- **ACTIVITY**: Whenever a line of the entries below holds the string "numbered", copy that line and return it.

Records excerpted from a collection:
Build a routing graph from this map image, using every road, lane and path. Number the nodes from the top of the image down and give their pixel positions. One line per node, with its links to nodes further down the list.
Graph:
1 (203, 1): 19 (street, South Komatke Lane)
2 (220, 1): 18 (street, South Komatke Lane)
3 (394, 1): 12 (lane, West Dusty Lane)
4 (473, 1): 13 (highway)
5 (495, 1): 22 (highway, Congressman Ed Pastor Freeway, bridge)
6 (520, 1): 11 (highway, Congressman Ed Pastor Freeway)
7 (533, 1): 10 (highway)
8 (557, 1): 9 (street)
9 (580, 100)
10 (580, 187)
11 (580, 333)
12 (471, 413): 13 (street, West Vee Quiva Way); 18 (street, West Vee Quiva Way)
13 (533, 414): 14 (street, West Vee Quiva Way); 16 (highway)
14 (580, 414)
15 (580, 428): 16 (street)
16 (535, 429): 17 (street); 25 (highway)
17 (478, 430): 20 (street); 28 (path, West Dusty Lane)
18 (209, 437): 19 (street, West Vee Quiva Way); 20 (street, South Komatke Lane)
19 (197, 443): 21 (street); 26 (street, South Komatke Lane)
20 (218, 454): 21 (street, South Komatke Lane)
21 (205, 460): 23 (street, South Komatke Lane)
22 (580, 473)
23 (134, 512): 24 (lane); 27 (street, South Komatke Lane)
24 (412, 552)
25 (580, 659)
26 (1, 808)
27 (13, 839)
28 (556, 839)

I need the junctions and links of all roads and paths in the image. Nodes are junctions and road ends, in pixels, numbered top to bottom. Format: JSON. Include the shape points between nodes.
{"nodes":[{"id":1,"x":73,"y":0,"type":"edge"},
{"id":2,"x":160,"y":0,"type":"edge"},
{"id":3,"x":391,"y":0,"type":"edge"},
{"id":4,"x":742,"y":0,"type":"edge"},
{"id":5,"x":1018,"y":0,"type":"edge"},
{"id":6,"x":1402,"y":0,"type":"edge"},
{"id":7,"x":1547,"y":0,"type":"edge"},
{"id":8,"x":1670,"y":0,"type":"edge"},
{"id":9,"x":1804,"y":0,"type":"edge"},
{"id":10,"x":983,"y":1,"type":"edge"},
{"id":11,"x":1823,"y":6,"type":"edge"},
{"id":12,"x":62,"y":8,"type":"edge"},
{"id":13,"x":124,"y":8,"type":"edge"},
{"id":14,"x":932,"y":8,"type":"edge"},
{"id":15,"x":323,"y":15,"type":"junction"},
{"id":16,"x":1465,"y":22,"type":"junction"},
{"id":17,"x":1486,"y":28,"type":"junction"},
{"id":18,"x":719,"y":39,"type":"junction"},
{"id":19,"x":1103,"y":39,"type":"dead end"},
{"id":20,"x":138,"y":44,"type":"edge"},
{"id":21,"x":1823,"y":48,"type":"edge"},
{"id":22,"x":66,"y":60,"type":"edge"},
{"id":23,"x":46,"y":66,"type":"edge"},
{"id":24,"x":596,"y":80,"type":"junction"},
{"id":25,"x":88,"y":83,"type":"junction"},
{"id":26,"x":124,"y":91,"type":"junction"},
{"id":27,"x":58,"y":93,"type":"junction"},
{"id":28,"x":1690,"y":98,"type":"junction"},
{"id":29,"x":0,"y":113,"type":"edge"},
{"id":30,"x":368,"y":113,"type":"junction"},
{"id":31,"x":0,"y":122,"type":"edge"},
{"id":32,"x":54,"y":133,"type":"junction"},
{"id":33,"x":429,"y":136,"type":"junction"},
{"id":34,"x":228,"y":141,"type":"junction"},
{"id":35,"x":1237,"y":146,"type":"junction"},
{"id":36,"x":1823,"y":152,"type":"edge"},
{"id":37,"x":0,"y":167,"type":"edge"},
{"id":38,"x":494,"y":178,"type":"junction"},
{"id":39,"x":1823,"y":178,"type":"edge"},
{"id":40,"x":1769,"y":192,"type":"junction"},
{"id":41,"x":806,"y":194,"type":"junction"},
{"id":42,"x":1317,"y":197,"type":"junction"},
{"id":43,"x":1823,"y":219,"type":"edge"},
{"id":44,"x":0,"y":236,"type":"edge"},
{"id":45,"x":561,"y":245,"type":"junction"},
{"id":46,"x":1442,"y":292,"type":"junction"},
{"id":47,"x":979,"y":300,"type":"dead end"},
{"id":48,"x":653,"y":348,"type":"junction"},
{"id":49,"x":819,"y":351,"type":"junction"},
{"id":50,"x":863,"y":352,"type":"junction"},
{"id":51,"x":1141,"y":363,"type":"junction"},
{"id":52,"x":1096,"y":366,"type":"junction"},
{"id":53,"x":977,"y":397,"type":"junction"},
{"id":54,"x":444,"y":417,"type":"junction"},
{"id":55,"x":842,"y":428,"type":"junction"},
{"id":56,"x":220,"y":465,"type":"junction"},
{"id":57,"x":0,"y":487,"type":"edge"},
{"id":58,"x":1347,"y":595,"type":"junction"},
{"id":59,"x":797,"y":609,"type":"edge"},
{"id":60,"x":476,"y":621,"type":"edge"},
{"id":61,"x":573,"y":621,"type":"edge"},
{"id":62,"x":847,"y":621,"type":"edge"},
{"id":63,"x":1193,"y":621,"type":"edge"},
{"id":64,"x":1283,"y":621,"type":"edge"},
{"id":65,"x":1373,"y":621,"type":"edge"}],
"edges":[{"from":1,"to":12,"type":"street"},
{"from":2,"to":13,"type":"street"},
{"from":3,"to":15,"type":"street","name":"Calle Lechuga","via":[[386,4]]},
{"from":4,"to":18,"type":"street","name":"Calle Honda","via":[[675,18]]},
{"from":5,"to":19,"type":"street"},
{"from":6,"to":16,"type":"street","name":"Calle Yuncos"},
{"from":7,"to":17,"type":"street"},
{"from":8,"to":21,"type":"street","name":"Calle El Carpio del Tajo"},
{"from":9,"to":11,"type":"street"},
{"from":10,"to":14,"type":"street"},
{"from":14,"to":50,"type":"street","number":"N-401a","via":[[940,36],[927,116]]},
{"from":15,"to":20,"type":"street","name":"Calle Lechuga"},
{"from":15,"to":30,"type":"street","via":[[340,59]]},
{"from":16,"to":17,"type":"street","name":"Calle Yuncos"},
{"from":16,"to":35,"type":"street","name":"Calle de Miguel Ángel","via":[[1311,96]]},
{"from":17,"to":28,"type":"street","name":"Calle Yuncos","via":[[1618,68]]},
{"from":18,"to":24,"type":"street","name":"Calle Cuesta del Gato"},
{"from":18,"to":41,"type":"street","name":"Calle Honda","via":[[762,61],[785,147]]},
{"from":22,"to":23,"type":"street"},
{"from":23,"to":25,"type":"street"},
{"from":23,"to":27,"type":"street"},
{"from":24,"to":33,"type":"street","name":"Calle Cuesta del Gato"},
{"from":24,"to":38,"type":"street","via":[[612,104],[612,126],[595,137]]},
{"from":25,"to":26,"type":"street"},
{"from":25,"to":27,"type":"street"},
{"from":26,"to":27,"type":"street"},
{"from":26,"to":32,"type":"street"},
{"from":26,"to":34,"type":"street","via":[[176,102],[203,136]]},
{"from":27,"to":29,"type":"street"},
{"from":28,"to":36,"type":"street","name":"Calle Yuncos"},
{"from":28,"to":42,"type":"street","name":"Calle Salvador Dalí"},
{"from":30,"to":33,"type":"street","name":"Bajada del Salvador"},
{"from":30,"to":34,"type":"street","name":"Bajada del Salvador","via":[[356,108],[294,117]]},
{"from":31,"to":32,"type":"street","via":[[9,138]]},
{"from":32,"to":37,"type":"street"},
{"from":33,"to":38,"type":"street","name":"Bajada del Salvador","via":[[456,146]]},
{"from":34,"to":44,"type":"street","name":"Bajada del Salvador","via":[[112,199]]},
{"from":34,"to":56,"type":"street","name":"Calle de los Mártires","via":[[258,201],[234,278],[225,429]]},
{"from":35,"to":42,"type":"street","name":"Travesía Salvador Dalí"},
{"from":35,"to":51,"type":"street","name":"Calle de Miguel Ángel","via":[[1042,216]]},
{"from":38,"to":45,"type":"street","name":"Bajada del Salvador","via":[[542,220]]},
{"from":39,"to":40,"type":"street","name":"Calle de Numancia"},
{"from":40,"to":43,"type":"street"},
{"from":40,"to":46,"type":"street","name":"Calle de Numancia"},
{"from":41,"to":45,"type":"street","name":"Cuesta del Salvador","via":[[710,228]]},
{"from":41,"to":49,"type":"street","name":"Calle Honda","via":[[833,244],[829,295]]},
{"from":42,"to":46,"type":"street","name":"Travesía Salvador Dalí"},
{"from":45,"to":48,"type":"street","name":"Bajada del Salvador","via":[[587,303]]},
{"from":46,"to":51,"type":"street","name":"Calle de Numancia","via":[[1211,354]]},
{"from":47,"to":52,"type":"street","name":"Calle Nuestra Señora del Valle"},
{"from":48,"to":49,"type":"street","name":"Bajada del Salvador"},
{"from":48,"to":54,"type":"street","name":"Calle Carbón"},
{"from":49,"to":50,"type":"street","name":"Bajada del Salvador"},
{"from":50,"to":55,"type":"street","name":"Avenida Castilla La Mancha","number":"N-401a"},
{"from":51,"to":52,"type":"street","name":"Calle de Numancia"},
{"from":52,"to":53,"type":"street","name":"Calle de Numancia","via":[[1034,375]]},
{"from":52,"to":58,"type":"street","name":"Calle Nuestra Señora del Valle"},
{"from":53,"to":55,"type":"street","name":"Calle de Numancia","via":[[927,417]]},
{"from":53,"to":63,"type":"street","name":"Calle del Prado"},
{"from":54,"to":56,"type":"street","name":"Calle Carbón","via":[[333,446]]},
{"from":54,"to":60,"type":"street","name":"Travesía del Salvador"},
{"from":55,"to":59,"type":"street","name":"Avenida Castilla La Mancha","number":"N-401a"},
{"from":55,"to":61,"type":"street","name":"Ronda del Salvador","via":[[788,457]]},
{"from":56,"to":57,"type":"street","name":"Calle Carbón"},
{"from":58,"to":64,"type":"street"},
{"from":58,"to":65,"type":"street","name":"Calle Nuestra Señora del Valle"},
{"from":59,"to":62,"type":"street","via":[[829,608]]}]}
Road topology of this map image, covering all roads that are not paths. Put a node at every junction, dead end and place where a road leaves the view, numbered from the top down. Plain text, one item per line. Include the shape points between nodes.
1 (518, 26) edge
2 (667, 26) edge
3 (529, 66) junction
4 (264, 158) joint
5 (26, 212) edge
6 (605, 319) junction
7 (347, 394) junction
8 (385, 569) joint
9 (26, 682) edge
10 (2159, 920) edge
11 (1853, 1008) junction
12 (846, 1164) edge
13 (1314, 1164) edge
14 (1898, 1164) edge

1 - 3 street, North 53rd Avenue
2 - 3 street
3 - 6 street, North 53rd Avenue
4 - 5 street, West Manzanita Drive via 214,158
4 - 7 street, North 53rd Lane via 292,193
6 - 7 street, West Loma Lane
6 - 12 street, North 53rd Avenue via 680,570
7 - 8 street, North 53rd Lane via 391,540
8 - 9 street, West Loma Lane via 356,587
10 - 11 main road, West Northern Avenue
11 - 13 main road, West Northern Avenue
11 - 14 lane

- **WORKED SOLUTION**:
I need the junctions and links of all roads and paths in the image. Nodes are junctions and road ends, in pixels, numbered top to bottom. Format: JSON. Include the shape points between nodes.
Road topology of this map image, covering all roads that are not paths. Put a node at every junction, dead end and place where a road leaves the view, numbered from the top down. Plain text, one item per line. Include the shape points between nodes.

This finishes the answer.